Net Revenue Retention (NRR) is the percentage of revenue retained from an existing client cohort over a period, after accounting for expansions, contractions, and churned clients. An NRR above 100% means the firm is growing revenue from its existing client base without adding new logos.
The formula
NRR = (Starting revenue + Expansions - Contractions - Churn) / Starting revenue x 100
If a cohort of clients generated $2M in revenue last year, and the same clients (accounting for departures and new scope) generate $2.3M this year:
NRR = $2.3M / $2.0M x 100 = 115%
What NRR above and below 100% means
An NRR above 100% means the firm is growing revenue without adding a single new client. Every percentage point above 100% represents organic expansion from account management, repeat work, and expanded scope. An NRR below 100% means churn and contraction are outpacing any upsell or expansion within existing accounts. A firm below 90% NRR needs new logos just to maintain flat revenue.
NRR benchmarks
NRR above 100% is the threshold for organic growth. For professional services firms, 105% to 115% is strong, reflecting consistent follow-on work and expanding retainers. Below 90% indicates that client churn or contraction is outpacing any upsell, which signals a client satisfaction or account management problem. SaaS benchmarks (where 120% or higher is achievable from subscription upgrades) do not translate directly to services, where revenue is project-gated rather than subscription-driven.
NRR and growth strategy
In professional services, new logo acquisition is expensive. A sales cycle for a new enterprise client can run 6 to 18 months. A firm with 115% NRR can sustain strong growth while being selective about new client acquisition. A firm with 85% NRR must add new clients just to hold revenue steady, making the cost of sales a structural drag on the business.

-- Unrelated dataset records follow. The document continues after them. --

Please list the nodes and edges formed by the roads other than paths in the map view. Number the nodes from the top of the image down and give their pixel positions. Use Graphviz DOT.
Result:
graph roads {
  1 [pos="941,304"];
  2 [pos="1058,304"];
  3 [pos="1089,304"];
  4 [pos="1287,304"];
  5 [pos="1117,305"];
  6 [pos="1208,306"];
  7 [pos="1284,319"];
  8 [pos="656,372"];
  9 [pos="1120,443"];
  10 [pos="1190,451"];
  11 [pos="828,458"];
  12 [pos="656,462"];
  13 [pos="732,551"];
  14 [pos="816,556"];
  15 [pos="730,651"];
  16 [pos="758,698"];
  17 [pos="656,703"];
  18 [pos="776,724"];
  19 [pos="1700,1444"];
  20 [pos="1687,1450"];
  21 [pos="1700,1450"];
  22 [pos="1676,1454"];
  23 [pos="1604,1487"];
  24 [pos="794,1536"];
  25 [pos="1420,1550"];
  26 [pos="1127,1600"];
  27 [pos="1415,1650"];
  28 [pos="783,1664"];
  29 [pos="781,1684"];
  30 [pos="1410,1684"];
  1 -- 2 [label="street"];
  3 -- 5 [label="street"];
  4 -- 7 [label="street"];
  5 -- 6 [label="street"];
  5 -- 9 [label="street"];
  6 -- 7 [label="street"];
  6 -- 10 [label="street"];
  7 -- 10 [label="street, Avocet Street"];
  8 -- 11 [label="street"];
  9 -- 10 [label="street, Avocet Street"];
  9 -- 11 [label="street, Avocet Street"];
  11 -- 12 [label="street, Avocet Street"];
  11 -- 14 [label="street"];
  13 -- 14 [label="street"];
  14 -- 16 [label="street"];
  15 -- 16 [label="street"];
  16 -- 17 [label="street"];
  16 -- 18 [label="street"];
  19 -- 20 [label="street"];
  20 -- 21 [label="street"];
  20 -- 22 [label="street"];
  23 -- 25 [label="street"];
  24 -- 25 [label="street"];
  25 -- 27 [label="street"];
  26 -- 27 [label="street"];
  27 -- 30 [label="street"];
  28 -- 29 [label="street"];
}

Measurement period and cohort definition
NRR is typically measured over a 12-month period. The cohort is defined as clients active at the start of the period. Clients added during the period are excluded from the NRR calculation, as their revenue is classified as new logo revenue rather than retention. Consistency in cohort definition is important: firms that shift their methodology period over period cannot track NRR as a trend.
What drives NRR in professional services
- Expands NRR: follow-on projects, expanded retainers, added scope, cross-sell into new practice areas
- Compresses NRR: clients leaving after one project, reduced retainer size, project delays that push revenue out of the measurement period
- Destroys NRR: full client churn, engagement failures, relationship breakdowns at senior levels
NRR is best read alongside backlog coverage and win rate: backlog shows contracted future revenue, while NRR reflects the health of the existing client base that will generate that pipeline.